You can do this with any attribute on your events. It's also worth noting you can create a view that does a UNION of the two tables to query real-time and historic events.
I actually wrote more about this in a blog post here.
For future readers - Firehose supports Custom Prefixes for Amazon S3 Objects
https://docs.aws.amazon.com/firehose/latest/dev/s3-prefixes.html
AWS started offering "Dynamic Partitioning" in Aug 2021:
Dynamic partitioning enables you to continuously partition streaming data in Kinesis Data Firehose by using keys within data (for example, customer_id or transaction_id) and then deliver the data grouped by these keys into corresponding Amazon Simple Storage Service (Amazon S3) prefixes.
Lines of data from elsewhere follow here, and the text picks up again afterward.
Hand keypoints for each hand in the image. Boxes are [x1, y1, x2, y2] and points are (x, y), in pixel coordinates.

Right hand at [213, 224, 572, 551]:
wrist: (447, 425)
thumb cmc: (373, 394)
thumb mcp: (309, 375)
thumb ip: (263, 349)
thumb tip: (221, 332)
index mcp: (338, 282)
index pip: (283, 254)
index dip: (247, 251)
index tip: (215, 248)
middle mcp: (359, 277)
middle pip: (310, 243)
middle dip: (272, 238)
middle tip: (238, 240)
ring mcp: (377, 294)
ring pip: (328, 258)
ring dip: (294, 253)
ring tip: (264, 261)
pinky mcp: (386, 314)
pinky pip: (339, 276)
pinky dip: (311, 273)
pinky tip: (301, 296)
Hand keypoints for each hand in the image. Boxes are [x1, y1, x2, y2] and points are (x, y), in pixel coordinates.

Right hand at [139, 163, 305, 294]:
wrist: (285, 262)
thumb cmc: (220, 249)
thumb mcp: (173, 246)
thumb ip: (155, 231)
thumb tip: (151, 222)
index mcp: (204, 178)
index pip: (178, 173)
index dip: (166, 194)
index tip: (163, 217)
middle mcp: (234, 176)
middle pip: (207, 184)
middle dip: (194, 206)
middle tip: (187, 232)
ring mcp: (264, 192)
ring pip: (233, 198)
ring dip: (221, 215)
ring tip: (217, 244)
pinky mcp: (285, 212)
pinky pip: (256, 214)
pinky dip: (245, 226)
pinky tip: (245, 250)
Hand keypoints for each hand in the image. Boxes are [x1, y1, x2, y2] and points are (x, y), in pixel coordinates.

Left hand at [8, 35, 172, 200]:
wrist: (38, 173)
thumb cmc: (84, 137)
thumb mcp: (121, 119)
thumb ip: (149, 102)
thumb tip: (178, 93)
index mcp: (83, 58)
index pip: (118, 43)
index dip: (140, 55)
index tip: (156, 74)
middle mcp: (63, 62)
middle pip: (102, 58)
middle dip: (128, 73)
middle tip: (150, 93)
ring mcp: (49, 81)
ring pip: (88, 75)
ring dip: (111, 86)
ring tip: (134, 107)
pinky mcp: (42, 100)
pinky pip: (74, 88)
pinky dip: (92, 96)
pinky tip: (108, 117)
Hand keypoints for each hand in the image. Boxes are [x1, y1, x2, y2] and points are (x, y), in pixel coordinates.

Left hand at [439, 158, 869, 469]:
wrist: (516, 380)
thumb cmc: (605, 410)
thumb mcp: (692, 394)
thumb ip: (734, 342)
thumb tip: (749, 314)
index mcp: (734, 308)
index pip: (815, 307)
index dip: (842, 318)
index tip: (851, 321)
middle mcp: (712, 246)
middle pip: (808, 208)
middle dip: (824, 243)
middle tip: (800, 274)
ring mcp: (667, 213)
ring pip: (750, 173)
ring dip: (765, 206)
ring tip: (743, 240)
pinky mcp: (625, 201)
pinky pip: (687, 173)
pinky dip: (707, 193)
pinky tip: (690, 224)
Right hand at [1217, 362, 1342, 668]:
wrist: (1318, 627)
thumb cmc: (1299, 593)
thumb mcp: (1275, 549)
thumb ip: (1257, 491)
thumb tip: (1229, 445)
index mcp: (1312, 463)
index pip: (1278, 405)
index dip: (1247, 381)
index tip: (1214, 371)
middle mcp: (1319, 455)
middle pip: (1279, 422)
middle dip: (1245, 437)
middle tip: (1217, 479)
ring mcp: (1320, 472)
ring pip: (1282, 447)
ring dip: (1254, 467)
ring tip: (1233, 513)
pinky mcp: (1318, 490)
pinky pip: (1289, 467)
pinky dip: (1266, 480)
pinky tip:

https://docs.aws.amazon.com/firehose/latest/dev/dynamic-partitioning.html
Look at https://docs.aws.amazon.com/firehose/latest/dev/dynamic-partitioning.html. You can implement a lambda function which takes your records, processes them, changes the partition key and then sends them back to firehose to be added. You would also have the change the firehose to enable this partitioning and also define your custom partition key/prefix/suffix.